*** Opening of ENTRIES SHOWN ***

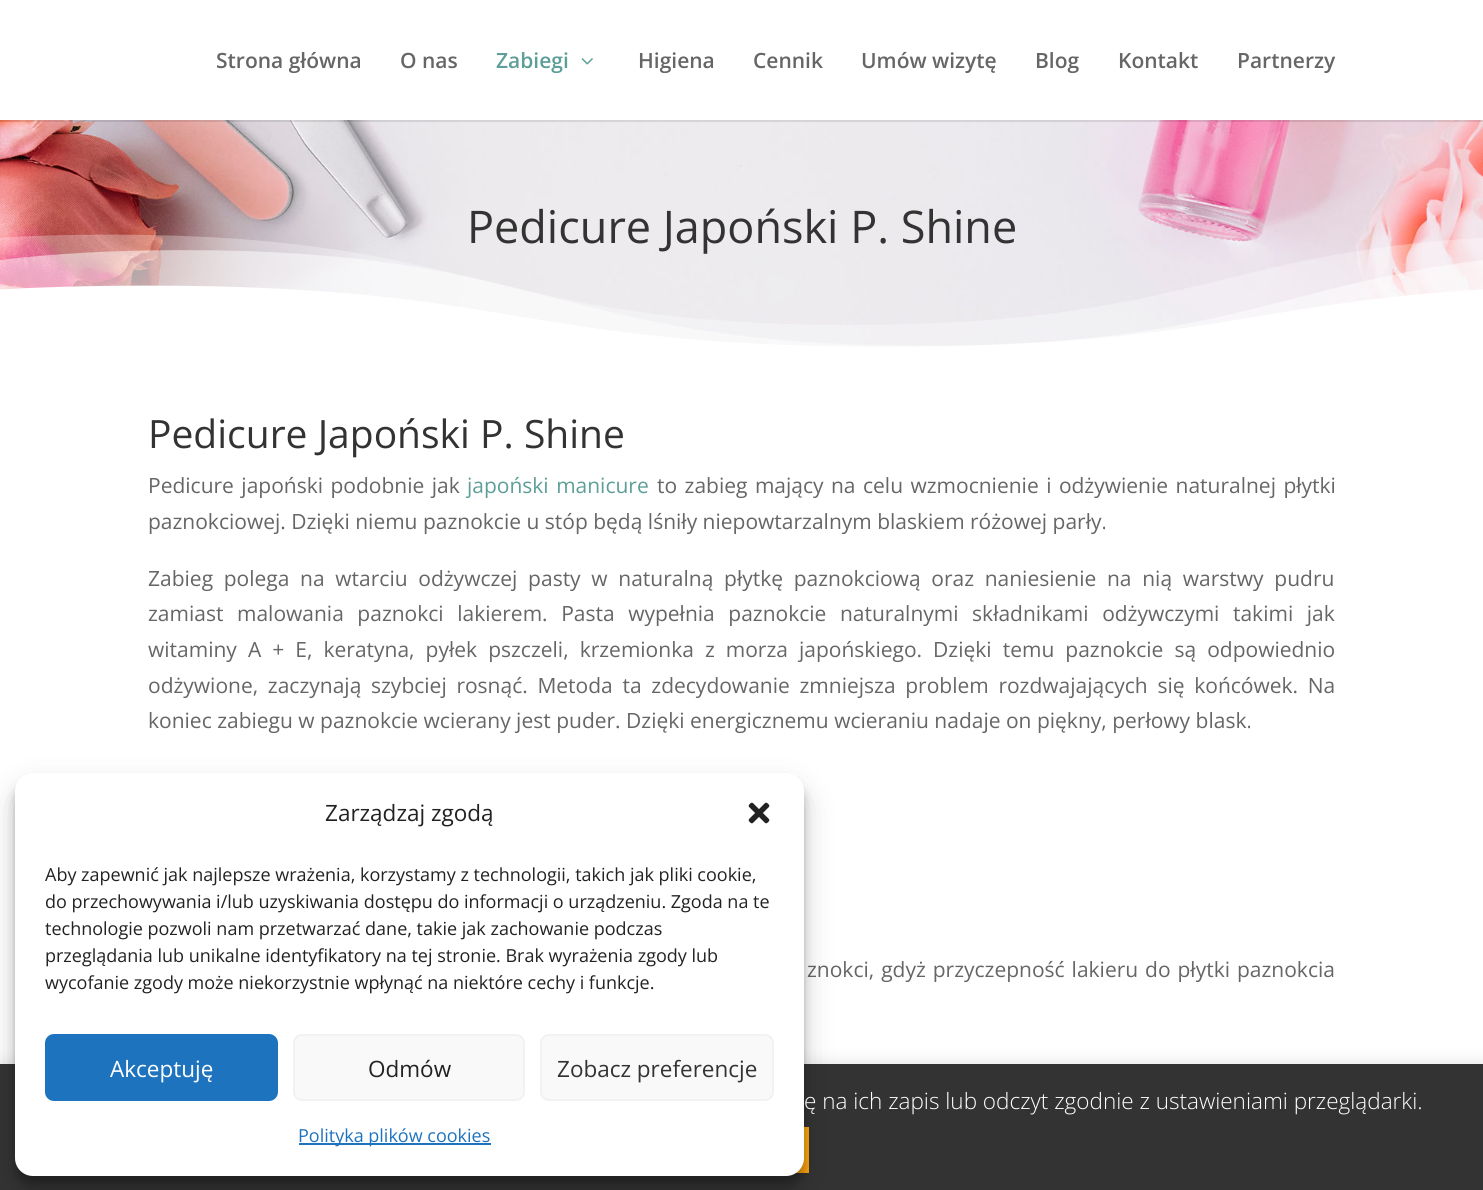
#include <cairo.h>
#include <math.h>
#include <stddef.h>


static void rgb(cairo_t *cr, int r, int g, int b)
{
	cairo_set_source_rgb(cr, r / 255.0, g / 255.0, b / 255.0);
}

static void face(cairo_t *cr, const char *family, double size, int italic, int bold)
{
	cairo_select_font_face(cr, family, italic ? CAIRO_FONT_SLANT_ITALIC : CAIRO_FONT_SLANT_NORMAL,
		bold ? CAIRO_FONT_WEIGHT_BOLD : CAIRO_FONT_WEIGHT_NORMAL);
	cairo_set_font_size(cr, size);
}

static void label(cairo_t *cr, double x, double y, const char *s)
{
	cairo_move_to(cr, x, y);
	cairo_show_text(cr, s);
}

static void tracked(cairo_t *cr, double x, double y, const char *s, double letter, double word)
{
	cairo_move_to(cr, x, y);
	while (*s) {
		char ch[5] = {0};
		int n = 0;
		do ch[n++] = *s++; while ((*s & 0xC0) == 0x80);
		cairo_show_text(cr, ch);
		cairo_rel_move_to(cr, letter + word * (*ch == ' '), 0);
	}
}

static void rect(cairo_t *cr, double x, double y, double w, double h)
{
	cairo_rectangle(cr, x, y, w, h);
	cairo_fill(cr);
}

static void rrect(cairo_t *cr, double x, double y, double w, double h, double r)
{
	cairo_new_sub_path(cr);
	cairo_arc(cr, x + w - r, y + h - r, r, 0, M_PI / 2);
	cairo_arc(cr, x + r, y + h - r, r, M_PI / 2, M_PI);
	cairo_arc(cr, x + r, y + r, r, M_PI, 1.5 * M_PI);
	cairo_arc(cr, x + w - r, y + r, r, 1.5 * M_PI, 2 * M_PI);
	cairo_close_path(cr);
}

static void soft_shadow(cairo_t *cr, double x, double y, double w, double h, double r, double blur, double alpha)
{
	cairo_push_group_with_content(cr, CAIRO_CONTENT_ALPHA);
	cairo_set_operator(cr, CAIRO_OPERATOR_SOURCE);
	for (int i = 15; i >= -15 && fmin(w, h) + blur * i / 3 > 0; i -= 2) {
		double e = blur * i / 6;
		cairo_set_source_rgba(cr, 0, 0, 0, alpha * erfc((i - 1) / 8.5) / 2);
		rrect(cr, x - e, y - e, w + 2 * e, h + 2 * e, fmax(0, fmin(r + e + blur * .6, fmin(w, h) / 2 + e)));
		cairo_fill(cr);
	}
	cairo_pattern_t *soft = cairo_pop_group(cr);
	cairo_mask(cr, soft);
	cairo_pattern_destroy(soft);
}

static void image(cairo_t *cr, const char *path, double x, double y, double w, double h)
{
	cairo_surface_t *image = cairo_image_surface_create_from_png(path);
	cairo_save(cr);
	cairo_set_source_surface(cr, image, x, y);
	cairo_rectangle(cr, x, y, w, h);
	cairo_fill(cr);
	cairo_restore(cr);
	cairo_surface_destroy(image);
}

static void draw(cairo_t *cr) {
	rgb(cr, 255, 255, 255);
	cairo_paint(cr);
	image(cr, "image1.png", 0, 120, 1483, 227);
	cairo_set_source_rgba(cr, 0, 0, 0, 0.1);
	cairo_new_path(cr);
	cairo_move_to(cr, 0, 120);
	cairo_line_to(cr, 0, 122);
	cairo_line_to(cr, 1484, 122);
	cairo_line_to(cr, 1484, 2);
	cairo_line_to(cr, 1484, 120);
	cairo_close_path(cr);
	cairo_fill(cr);
	face(cr, "Open Sans SemiBold", 21, 0, 0);
	rgb(cr, 102, 102, 102);
	label(cr, 216, 68, "Strona główna");
	label(cr, 400, 68, "O nas");
	rgb(cr, 93, 158, 152);
	label(cr, 496, 68, "Zabiegi");
	image(cr, "image0.png", 581, 58, 12, 7);
	rgb(cr, 102, 102, 102);
	label(cr, 638, 68, "Higiena");
	label(cr, 753, 68, "Cennik");
	label(cr, 861, 68, "Umów wizytę");
	label(cr, 1035, 68, "Blog");
	label(cr, 1118, 68, "Kontakt");
	label(cr, 1237, 68, "Partnerzy");
	face(cr, "Open Sans", 45, 0, 0);
	rgb(cr, 51, 51, 51);
	label(cr, 467, 243, "Pedicure Japoński P. Shine");
	image(cr, "image2.png", 0, 234, 1483, 150);
	face(cr, "Open Sans", 39, 0, 0);
	label(cr, 148, 448, "Pedicure Japoński P. Shine");
	face(cr, "Open Sans", 21, 0, 0);
	rgb(cr, 102, 102, 102);
	tracked(cr, 148, 493, "Pedicure japoński podobnie jak", 0, 2);
	rgb(cr, 93, 158, 152);
	tracked(cr, 467, 493, "japoński manicure", 0, 2);
	rgb(cr, 102, 102, 102);
	tracked(cr, 657, 493, "to zabieg mający na celu wzmocnienie i odżywienie naturalnej płytki", 0, 2);
	label(cr, 148, 529, "paznokciowej. Dzięki niemu paznokcie u stóp będą lśniły niepowtarzalnym blaskiem różowej parły.");
	tracked(cr, 148, 586, "Zabieg polega na wtarciu odżywczej pasty w naturalną płytkę paznokciową oraz naniesienie na nią warstwy pudru", 0, 5.25);
	tracked(cr, 148, 621, "zamiast malowania paznokci lakierem. Pasta wypełnia paznokcie naturalnymi składnikami odżywczymi takimi jak", 0, 8.1);
	tracked(cr, 148, 657, "witaminy A + E, keratyna, pyłek pszczeli, krzemionka z morza japońskiego. Dzięki temu paznokcie są odpowiednio", 0, 5.6);
	tracked(cr, 148, 693, "odżywione, zaczynają szybciej rosnąć. Metoda ta zdecydowanie zmniejsza problem rozdwajających się końcówek. Na", 0, 4.25);
	label(cr, 148, 728, "koniec zabiegu w paznokcie wcierany jest puder. Dzięki energicznemu wcieraniu nadaje on piękny, perłowy blask.");
	tracked(cr, 807, 977, "znokci, gdyż przyczepność lakieru do płytki paznokcia", 0, 1.5);
	rgb(cr, 172, 171, 171);
	soft_shadow(cr, 0, 1062, 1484, 128, 0, 7.5, 0.3);
	rgb(cr, 51, 51, 51);
	rect(cr, 0, 1064, 1483, 126);
	rgb(cr, 255, 167, 15);
	rect(cr, 796, 1127, 13, 46);
	rgb(cr, 0, 0, 0);
	soft_shadow(cr, 15, 782, 789, 403, 18, 4.5, 0.23);
	soft_shadow(cr, 15, 788, 789, 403, 18, 15, 0.19);
	rgb(cr, 255, 255, 255);
	rrect(cr, 15, 773, 789, 403, 18);
	cairo_fill(cr);
	face(cr, "Open Sans", 22.5, 0, 0);
	rgb(cr, 34, 34, 34);
	label(cr, 325, 821, "Zarządzaj zgodą");
	image(cr, "image3.png", 748, 802, 22, 22);
	face(cr, "Open Sans", 18, 0, 0);
	label(cr, 45, 881, "Aby zapewnić jak najlepsze wrażenia, korzystamy z technologii, takich jak pliki cookie,");
	label(cr, 45, 908, "do przechowywania i/lub uzyskiwania dostępu do informacji o urządzeniu. Zgoda na te");
	label(cr, 45, 935, "technologie pozwoli nam przetwarzać dane, takie jak zachowanie podczas");
	label(cr, 45, 962, "przeglądania lub unikalne identyfikatory na tej stronie. Brak wyrażenia zgody lub");
	label(cr, 45, 989, "wycofanie zgody może niekorzystnie wpłynąć na niektóre cechy i funkcje.");
	rgb(cr, 30, 115, 190);
	rrect(cr, 46, 1035, 231, 65, 8);
	cairo_fill_preserve(cr);
	cairo_stroke(cr);
	face(cr, "Open Sans", 22.5, 0, 0);
	rgb(cr, 255, 255, 255);
	label(cr, 110, 1077, "Akceptuję");
	rgb(cr, 249, 249, 249);
	rrect(cr, 294, 1035, 230, 65, 8);
	cairo_fill_preserve(cr);
	rgb(cr, 242, 242, 242);
	cairo_stroke(cr);
	rgb(cr, 34, 34, 34);
	label(cr, 368, 1077, "Odmów");
	rgb(cr, 249, 249, 249);
	rrect(cr, 541, 1035, 232, 65, 8);
	cairo_fill_preserve(cr);
	rgb(cr, 242, 242, 242);
	cairo_stroke(cr);
	rgb(cr, 51, 51, 51);
	label(cr, 557, 1077, "Zobacz preferencje");
	rgb(cr, 30, 115, 190);
	rect(cr, 299, 1143, 192, 2);
	face(cr, "Open Sans", 18, 0, 0);
	label(cr, 298, 1142, "Polityka plików cookies");
	face(cr, "Open Sans Light", 22.5, 0, 0);
	rgb(cr, 255, 255, 255);
	label(cr, 804, 1109, "ę na ich zapis lub odczyt zgodnie z ustawieniami przeglądarki.");
}

int main(void) {
	cairo_surface_t *surface = cairo_image_surface_create(CAIRO_FORMAT_RGB24, 1483, 1190);
	cairo_t *cr = cairo_create(surface);
	cairo_font_options_t *options = cairo_font_options_create();
	cairo_font_options_set_hint_metrics(options, CAIRO_HINT_METRICS_OFF);
	cairo_font_options_set_hint_style(options, CAIRO_HINT_STYLE_NONE);
	cairo_set_font_options(cr, options);
	cairo_set_miter_limit(cr, 4);
	draw(cr);
	cairo_surface_write_to_png(surface, "render.png");
	cairo_font_options_destroy(options);
	cairo_destroy(cr);
	cairo_surface_destroy(surface);
	return 0;
}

*** Close of ENTRIES SHOWN ***

▸ **ASSIGNMENT**: From the records above, print exactly the lines that run from the line with "static void rect(cairo_t" to the line with "cairo_mask(cr, soft);", inclusive.

▸ **TASK OUTPUT**:
static void rect(cairo_t *cr, double x, double y, double w, double h)
{
	cairo_rectangle(cr, x, y, w, h);
	cairo_fill(cr);
}

static void rrect(cairo_t *cr, double x, double y, double w, double h, double r)
{
	cairo_new_sub_path(cr);
	cairo_arc(cr, x + w - r, y + h - r, r, 0, M_PI / 2);
	cairo_arc(cr, x + r, y + h - r, r, M_PI / 2, M_PI);
	cairo_arc(cr, x + r, y + r, r, M_PI, 1.5 * M_PI);
	cairo_arc(cr, x + w - r, y + r, r, 1.5 * M_PI, 2 * M_PI);
	cairo_close_path(cr);
}

static void soft_shadow(cairo_t *cr, double x, double y, double w, double h, double r, double blur, double alpha)
{
	cairo_push_group_with_content(cr, CAIRO_CONTENT_ALPHA);
	cairo_set_operator(cr, CAIRO_OPERATOR_SOURCE);
	for (int i = 15; i >= -15 && fmin(w, h) + blur * i / 3 > 0; i -= 2) {
		double e = blur * i / 6;
		cairo_set_source_rgba(cr, 0, 0, 0, alpha * erfc((i - 1) / 8.5) / 2);
		rrect(cr, x - e, y - e, w + 2 * e, h + 2 * e, fmax(0, fmin(r + e + blur * .6, fmin(w, h) / 2 + e)));
		cairo_fill(cr);
	}
	cairo_pattern_t *soft = cairo_pop_group(cr);
	cairo_mask(cr, soft);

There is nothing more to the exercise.